_Exercise description_
Scan the entries for the word "Jalan" and return every line that has it.

_Extracted information_
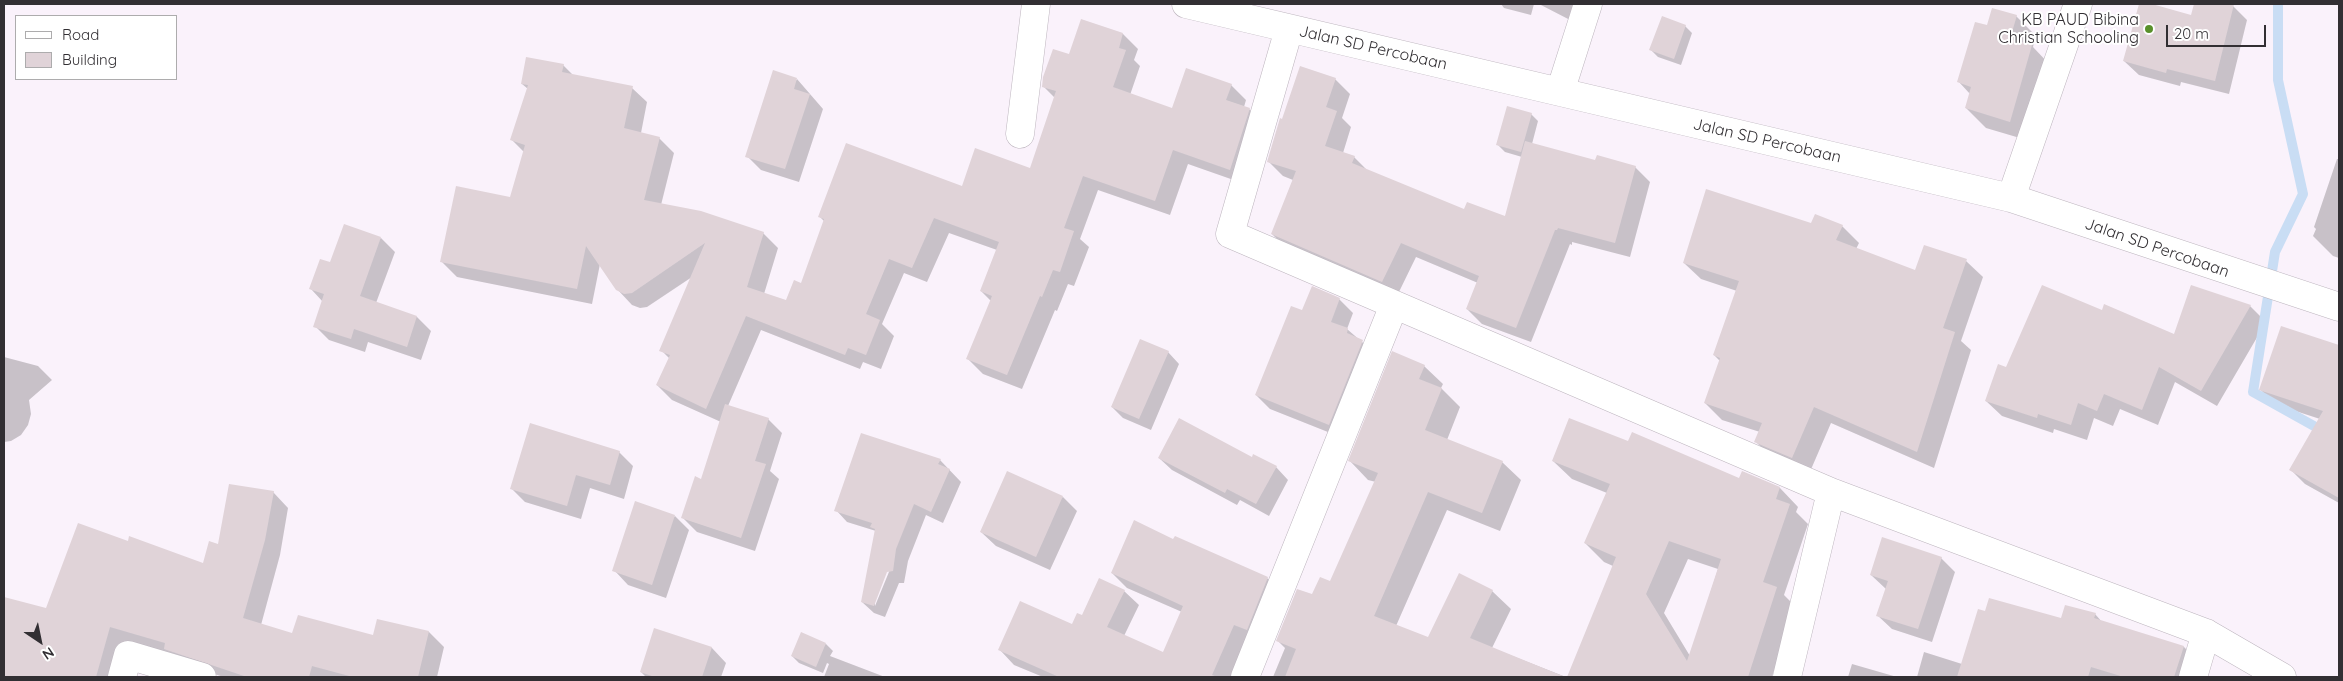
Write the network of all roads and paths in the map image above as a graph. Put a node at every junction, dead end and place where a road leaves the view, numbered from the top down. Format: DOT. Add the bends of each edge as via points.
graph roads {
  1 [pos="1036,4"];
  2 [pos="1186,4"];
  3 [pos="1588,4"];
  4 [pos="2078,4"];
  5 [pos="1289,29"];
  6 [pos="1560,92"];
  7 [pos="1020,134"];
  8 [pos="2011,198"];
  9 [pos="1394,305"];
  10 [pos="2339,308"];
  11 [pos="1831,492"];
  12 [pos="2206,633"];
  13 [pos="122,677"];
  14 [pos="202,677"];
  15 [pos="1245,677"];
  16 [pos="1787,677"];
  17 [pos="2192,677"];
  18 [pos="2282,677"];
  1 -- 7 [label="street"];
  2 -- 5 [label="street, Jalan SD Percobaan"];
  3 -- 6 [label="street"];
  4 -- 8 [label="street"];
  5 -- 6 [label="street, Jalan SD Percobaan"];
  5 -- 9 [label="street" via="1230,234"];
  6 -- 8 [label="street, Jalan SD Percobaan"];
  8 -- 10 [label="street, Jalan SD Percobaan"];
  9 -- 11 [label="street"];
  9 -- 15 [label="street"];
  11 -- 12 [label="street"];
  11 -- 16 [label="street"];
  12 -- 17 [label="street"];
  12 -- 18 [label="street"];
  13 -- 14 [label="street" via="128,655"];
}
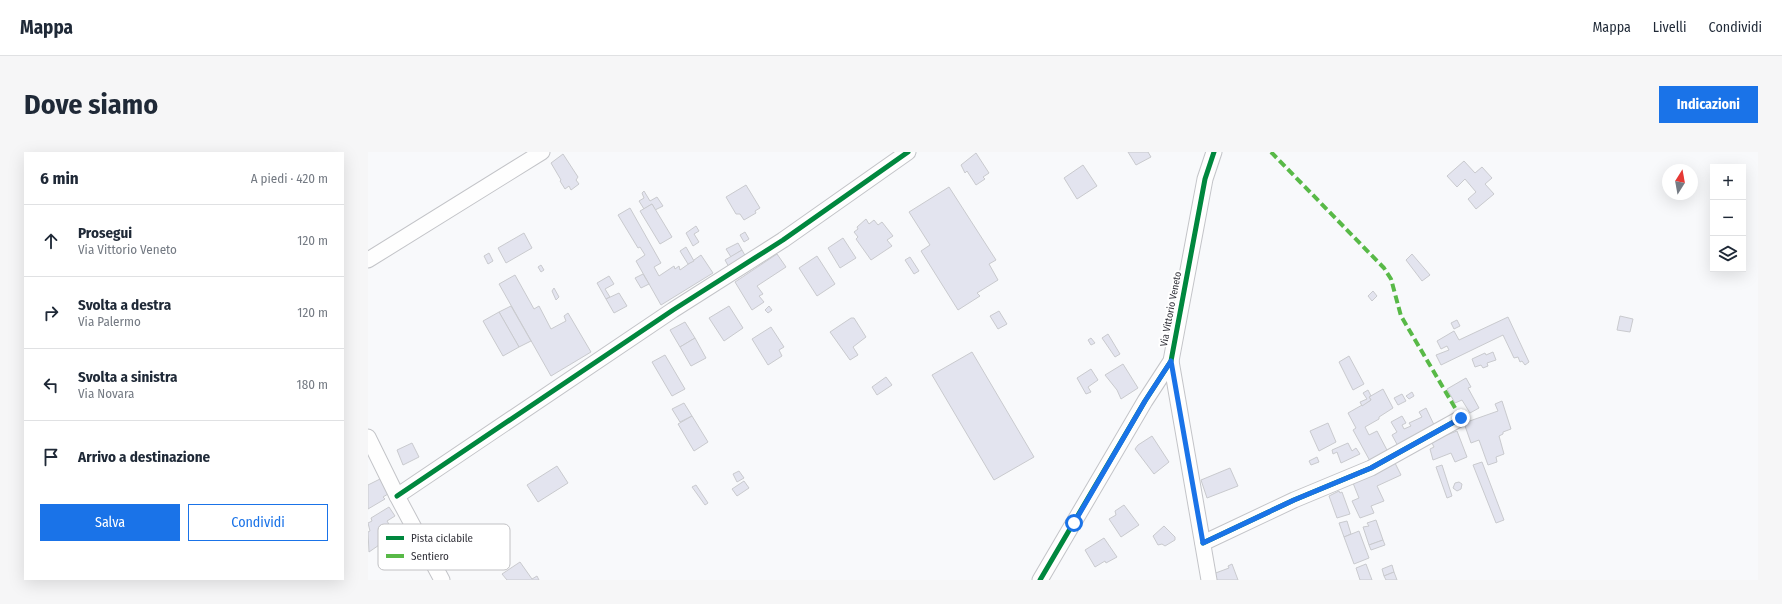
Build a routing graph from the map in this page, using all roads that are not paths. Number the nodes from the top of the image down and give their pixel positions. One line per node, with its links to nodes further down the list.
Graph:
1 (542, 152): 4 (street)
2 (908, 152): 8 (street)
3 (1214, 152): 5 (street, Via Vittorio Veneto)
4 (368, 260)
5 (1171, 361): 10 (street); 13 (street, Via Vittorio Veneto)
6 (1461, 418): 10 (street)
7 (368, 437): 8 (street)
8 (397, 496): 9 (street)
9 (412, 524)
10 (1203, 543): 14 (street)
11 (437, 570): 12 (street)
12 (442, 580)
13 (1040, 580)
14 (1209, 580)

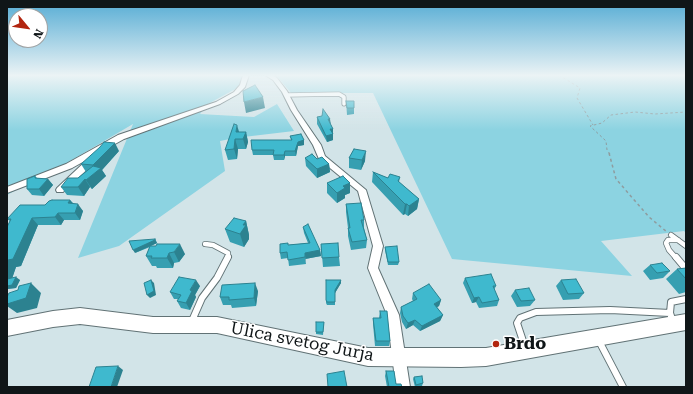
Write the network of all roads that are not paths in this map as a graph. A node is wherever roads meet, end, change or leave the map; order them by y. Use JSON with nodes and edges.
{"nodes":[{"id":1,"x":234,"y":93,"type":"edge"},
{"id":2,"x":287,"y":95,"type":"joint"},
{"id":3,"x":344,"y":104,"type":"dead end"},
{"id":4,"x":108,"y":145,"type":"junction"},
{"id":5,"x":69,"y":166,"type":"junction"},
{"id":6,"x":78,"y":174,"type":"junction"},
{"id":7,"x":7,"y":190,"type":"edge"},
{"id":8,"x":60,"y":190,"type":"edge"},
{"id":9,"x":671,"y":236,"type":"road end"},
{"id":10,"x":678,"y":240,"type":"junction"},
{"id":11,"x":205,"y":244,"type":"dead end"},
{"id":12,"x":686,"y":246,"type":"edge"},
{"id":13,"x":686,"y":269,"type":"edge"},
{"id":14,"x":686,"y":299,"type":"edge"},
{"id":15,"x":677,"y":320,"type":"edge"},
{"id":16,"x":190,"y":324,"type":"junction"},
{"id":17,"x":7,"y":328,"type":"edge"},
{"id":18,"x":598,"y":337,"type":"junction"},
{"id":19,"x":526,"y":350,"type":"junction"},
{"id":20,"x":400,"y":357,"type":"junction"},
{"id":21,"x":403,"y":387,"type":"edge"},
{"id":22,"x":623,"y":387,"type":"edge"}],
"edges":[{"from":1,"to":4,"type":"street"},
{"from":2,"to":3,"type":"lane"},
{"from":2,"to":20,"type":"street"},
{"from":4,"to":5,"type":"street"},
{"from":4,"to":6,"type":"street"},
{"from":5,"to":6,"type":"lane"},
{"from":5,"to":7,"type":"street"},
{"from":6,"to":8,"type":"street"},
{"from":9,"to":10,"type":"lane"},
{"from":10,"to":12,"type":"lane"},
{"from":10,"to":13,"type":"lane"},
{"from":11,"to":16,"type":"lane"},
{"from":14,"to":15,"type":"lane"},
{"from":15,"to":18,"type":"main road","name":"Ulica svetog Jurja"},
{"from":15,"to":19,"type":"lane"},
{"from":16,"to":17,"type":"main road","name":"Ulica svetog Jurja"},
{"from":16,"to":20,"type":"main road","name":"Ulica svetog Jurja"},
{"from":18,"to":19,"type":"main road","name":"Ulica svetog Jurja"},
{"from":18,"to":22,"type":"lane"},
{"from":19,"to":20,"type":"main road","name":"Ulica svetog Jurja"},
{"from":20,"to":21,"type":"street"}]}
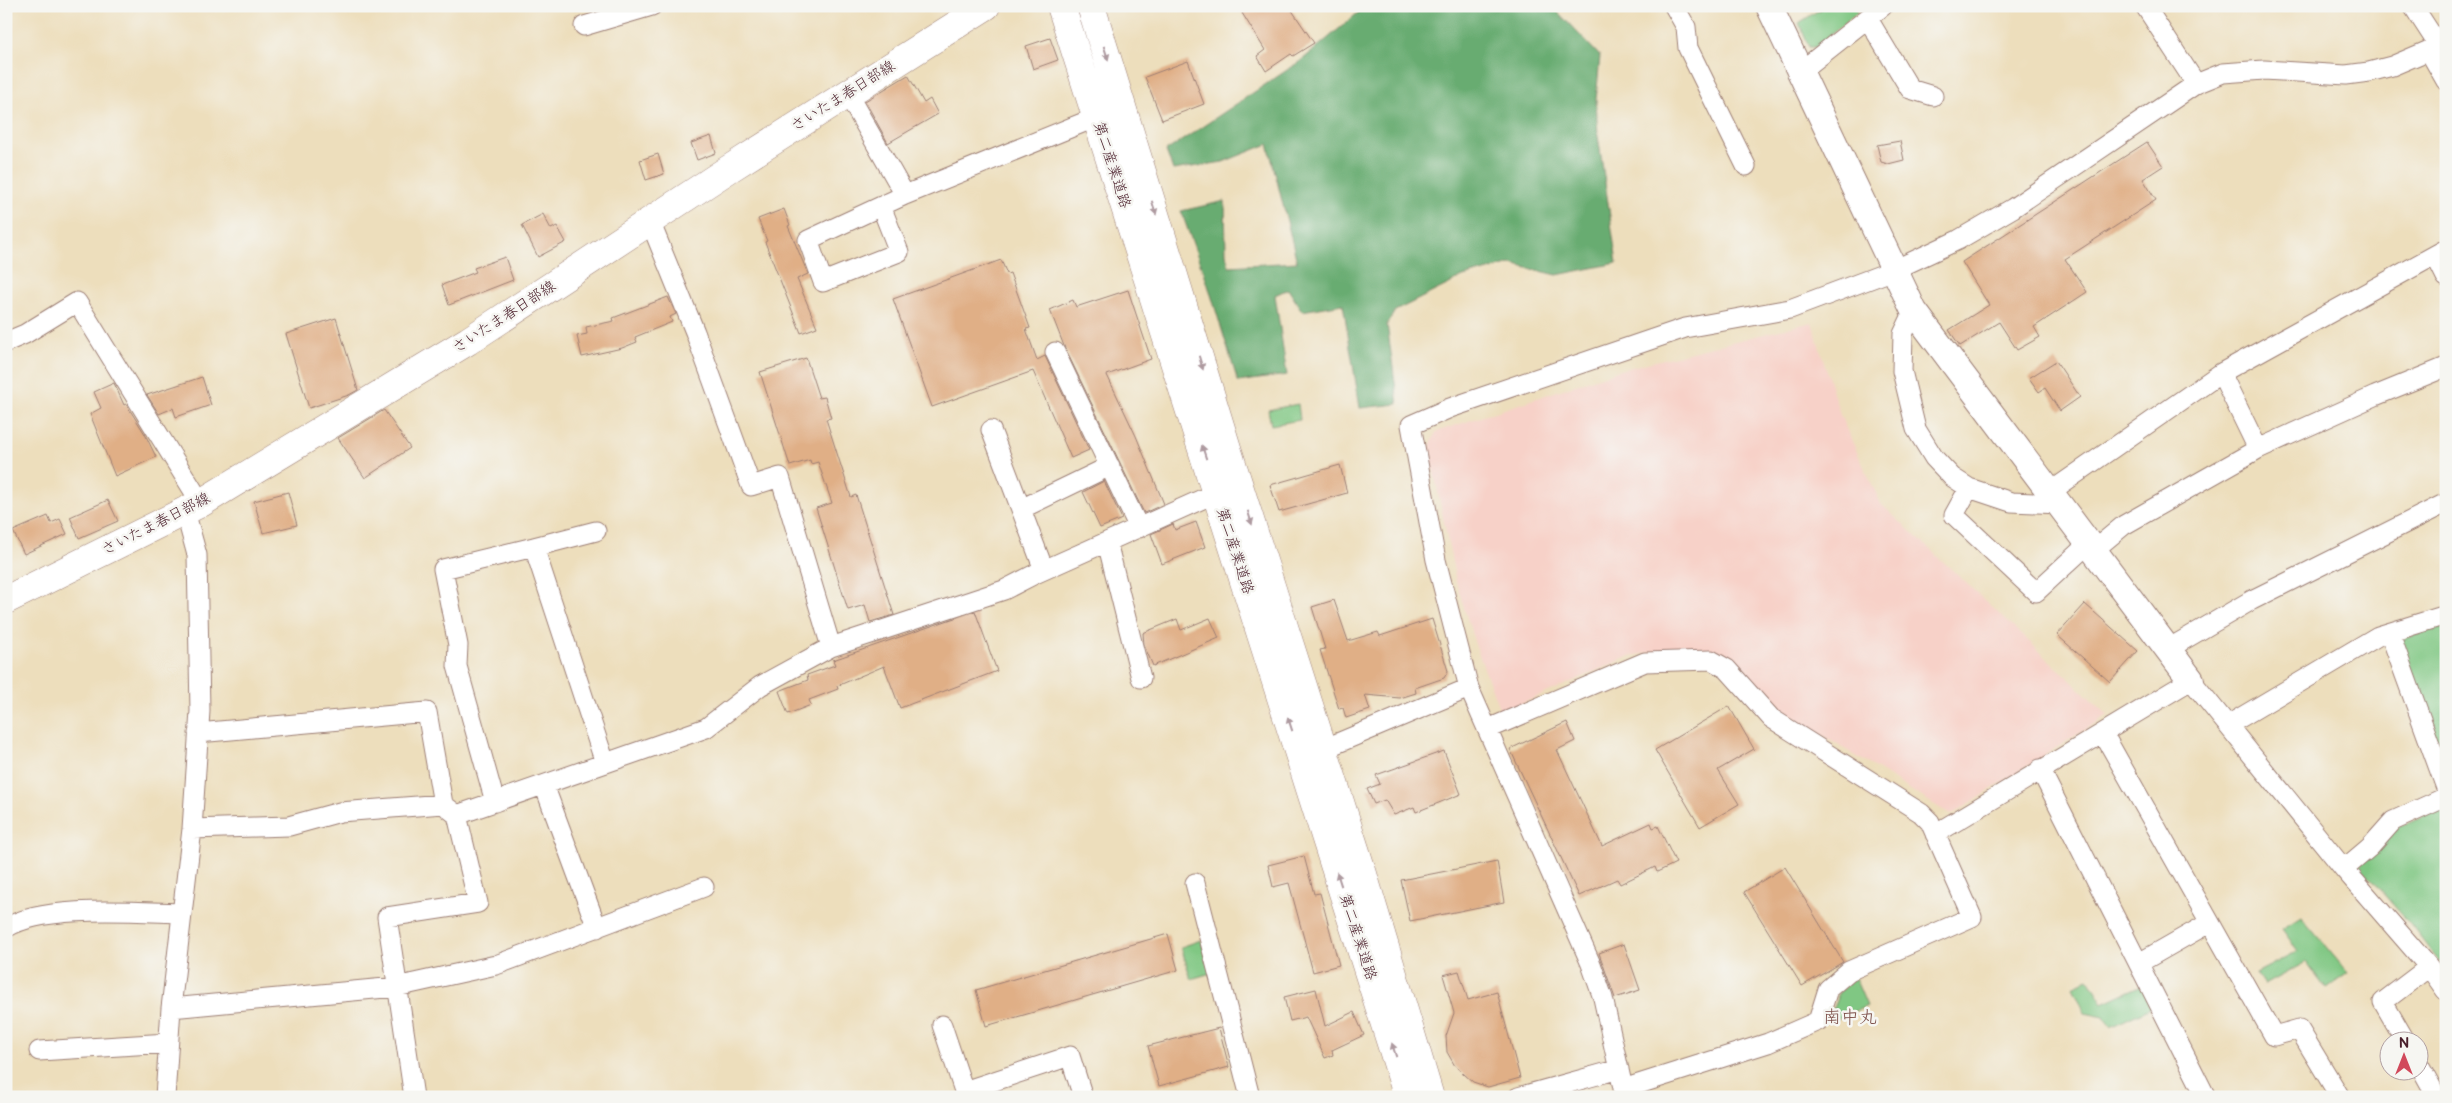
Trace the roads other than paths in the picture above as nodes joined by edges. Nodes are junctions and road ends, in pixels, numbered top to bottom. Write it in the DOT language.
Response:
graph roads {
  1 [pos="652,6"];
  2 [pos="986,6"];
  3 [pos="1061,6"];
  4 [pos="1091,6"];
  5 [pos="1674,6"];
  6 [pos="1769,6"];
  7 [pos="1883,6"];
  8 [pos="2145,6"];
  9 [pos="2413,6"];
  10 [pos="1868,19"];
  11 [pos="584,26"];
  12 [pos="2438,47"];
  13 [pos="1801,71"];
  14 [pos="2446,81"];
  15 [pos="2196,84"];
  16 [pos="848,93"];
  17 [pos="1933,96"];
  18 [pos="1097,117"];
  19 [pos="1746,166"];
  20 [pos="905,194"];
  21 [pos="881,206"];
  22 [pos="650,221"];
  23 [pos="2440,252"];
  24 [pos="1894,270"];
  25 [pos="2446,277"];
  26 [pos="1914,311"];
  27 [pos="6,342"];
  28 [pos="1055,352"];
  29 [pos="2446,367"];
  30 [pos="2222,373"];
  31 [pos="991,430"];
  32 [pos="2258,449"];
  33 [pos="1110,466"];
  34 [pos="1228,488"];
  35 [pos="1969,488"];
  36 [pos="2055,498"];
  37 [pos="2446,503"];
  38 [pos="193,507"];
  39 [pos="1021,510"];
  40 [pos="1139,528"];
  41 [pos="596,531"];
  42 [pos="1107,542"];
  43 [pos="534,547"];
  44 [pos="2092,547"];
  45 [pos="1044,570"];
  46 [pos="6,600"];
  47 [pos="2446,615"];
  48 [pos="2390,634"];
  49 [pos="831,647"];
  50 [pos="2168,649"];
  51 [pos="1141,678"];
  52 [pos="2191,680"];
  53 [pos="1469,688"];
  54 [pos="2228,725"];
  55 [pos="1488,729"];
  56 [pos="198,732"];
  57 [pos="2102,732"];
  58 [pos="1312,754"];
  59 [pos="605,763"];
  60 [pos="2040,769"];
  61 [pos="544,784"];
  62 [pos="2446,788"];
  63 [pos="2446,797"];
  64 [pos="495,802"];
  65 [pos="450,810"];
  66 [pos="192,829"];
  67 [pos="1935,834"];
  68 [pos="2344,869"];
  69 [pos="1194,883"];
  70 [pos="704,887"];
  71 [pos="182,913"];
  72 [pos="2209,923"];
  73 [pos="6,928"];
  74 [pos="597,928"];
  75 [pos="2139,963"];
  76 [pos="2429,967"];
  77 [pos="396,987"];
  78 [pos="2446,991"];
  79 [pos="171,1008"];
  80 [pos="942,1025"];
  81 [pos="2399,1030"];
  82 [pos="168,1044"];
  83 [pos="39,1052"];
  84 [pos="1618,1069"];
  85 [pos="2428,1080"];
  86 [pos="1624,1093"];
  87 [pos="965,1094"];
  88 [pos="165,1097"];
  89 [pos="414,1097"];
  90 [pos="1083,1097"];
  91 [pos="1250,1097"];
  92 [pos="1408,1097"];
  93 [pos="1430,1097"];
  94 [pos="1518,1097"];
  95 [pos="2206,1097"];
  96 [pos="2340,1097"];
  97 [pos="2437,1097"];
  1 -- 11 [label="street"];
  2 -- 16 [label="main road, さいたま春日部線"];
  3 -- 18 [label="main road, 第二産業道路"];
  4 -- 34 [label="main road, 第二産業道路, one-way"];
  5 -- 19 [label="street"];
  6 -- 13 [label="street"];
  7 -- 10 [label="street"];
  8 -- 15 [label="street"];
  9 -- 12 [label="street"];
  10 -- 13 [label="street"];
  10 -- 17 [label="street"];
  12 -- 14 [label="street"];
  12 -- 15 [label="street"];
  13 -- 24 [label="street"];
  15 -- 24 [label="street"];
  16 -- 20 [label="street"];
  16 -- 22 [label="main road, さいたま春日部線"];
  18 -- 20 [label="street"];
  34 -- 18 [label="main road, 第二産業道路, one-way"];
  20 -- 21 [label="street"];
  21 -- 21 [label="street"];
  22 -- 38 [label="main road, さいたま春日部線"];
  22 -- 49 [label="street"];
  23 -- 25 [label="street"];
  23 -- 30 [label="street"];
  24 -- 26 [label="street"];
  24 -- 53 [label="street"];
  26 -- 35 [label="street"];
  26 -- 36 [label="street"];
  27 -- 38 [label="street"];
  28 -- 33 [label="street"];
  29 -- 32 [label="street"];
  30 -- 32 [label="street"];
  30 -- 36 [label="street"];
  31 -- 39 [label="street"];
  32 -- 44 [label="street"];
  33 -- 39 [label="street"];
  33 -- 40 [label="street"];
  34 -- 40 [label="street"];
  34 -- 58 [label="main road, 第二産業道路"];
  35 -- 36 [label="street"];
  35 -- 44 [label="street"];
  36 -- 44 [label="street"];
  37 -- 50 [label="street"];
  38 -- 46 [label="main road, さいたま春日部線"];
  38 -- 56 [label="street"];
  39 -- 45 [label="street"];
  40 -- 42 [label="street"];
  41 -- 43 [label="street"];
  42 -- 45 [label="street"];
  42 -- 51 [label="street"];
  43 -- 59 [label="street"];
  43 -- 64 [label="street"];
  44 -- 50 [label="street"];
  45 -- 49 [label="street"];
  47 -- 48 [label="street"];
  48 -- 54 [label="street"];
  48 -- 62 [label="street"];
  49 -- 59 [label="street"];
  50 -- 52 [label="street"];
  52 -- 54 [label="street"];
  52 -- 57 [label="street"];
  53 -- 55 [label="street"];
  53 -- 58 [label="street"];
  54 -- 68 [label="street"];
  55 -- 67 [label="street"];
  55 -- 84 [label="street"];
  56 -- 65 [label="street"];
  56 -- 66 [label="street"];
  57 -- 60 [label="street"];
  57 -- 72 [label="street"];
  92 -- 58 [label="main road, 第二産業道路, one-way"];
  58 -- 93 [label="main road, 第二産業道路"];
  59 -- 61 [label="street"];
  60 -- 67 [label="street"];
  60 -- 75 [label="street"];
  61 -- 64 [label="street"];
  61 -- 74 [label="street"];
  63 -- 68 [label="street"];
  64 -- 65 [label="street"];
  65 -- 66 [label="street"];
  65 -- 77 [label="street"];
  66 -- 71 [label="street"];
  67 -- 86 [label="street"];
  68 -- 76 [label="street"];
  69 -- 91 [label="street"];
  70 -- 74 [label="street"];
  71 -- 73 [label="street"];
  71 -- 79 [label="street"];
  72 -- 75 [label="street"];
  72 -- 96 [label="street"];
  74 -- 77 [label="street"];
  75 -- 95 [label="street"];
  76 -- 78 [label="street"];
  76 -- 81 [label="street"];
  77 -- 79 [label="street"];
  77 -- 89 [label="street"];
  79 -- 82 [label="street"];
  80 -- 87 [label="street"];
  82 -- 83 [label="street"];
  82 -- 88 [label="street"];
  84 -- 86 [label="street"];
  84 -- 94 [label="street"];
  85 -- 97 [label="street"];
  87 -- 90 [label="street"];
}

_Task response_
  2 -- 5 [label="street, Jalan SD Percobaan"];
  5 -- 6 [label="street, Jalan SD Percobaan"];
  6 -- 8 [label="street, Jalan SD Percobaan"];
  8 -- 10 [label="street, Jalan SD Percobaan"];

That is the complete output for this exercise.